5.2 Le présent arrêt peut être rendu sans frais judiciaires de deuxième instance (art. 11 TFJC [tarif des frais judiciaires civils du 28 septembre 2010 ; BLV 270.11.5]).
5.3 Il n’y a pas lieu à l’allocation de dépens de deuxième instance, l’intimée n’ayant pas été invitée à se déterminer.
Par ces motifs,
la Chambre des recours civile du Tribunal cantonal,
en application de l'art. 322 al. 1 CPC,
prononce :
I. Le recours est irrecevable.
II. La requête d’effet suspensif est sans objet.

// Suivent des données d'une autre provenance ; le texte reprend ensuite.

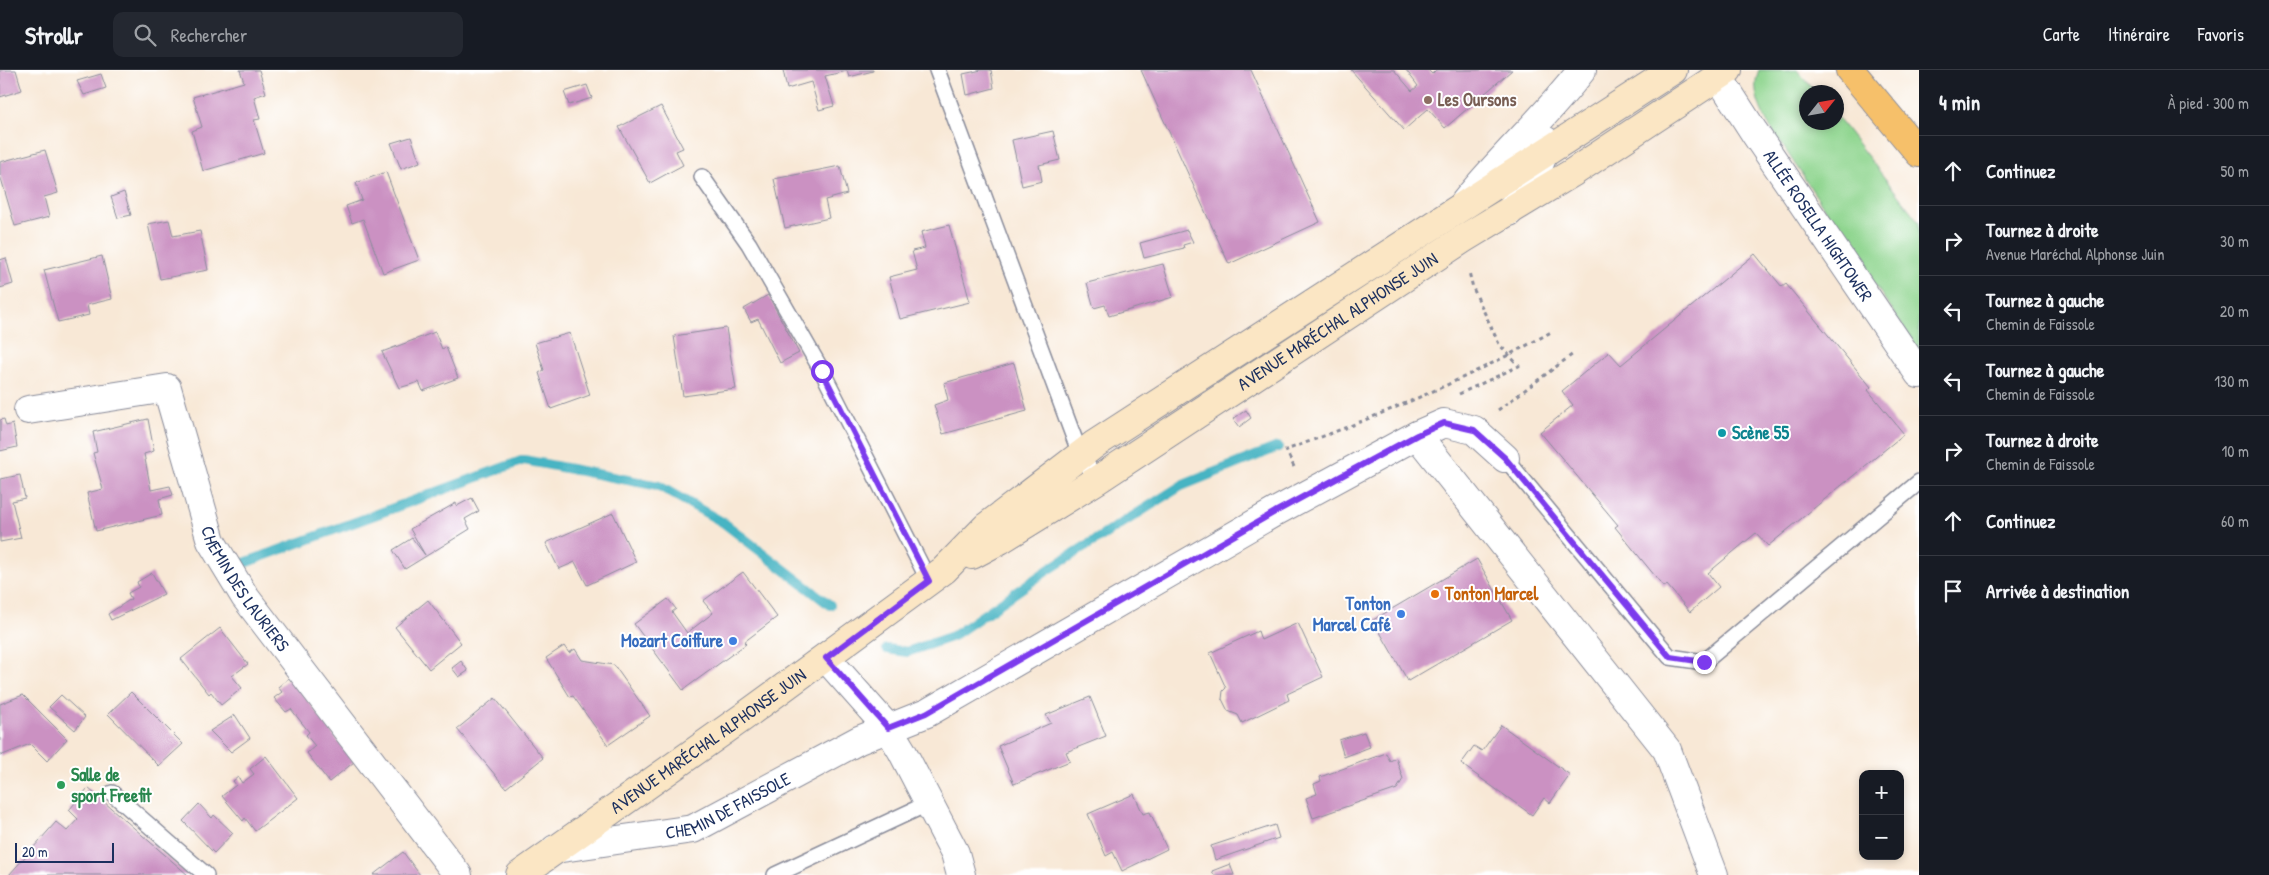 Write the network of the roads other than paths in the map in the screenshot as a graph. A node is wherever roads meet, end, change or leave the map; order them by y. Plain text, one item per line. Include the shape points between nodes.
1 (937, 70) edge
2 (1582, 70) edge
3 (1672, 70) edge
4 (1850, 70) edge
5 (1723, 73) edge
6 (1548, 110) junction
7 (1545, 152) junction
8 (1919, 153) edge
9 (702, 177) dead end
10 (1462, 205) junction
11 (1509, 212) junction
12 (1919, 374) edge
13 (28, 410) dead end
14 (1417, 435) junction
15 (1080, 454) junction
16 (1505, 458) joint
17 (1097, 480) junction
18 (1919, 482) edge
19 (937, 575) junction
20 (826, 658) junction
21 (888, 728) junction
22 (112, 793) dead end
23 (929, 803) junction
24 (555, 849) junction
25 (206, 875) edge
26 (458, 875) edge
27 (520, 875) edge
28 (775, 875) edge
29 (961, 875) edge
30 (1714, 875) edge

1 - 15 lane
2 - 6 street
3 - 7 main road, AVENUE MARÉCHAL ALPHONSE JUIN
4 - 8 highway
5 - 11 main road, AVENUE MARÉCHAL ALPHONSE JUIN
5 - 12 street, ALLÉE ROSELLA HIGHTOWER via 1754,132
6 - 7 street
6 - 10 street
7 - 10 main road, AVENUE MARÉCHAL ALPHONSE JUIN
7 - 11 street via 1533,178
9 - 19 lane via 749,244
10 - 15 main road, AVENUE MARÉCHAL ALPHONSE JUIN
11 - 17 main road, AVENUE MARÉCHAL ALPHONSE JUIN
13 - 26 street, CHEMIN DES LAURIERS via 167,388 216,549 245,597
14 - 16 street, CHEMIN DE FAISSOLE via 1444,423 1474,430
14 - 21 street, CHEMIN DE FAISSOLE via 1275,512 926,713
14 - 30 street via 1667,750
15 - 17 lane
15 - 19 main road, AVENUE MARÉCHAL ALPHONSE JUIN via 986,528
16 - 18 lane via 1670,657 1704,662
17 - 19 main road, AVENUE MARÉCHAL ALPHONSE JUIN
19 - 20 main road, AVENUE MARÉCHAL ALPHONSE JUIN
20 - 21 street
20 - 24 main road, AVENUE MARÉCHAL ALPHONSE JUIN
21 - 23 street
21 - 24 street, CHEMIN DE FAISSOLE via 859,740 693,829
22 - 25 lane
23 - 28 lane
23 - 29 street via 955,854
24 - 27 main road, AVENUE MARÉCHAL ALPHONSE JUIN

III. L’arrêt, rendu sans frais, est exécutoire.
La présidente : La greffière :
Du
L'arrêt qui précède, dont la rédaction a été approuvée à huis clos, est notifié à :
‑ Mme X.________, personnellement,
‑ P.________ Sàrl,
- Me Matthieu Genillod (pour la G.________).
Le présent arrêt peut faire l'objet d'un recours en matière civile devant le Tribunal fédéral au sens des art. 72 ss LTF (loi du 17 juin 2005 sur le Tribunal fédéral – RS 173.110), cas échéant d'un recours constitutionnel subsidiaire au sens des art. 113 ss LTF. Dans les affaires pécuniaires, le recours en matière civile n'est recevable que si la valeur litigieuse s'élève au moins à 15'000 fr. en matière de droit du travail et de droit du bail à loyer, à 30'000 fr. dans les autres cas, à moins que la contestation ne soulève une question juridique de principe (art. 74 LTF). Ces recours doivent être déposés devant le Tribunal fédéral dans les trente jours qui suivent la présente notification (art. 100 al. 1 LTF).
Cet arrêt est communiqué, par l'envoi de photocopies, à :
‑ Mme la Présidente du Tribunal civil de l’arrondissement de l’Est vaudois.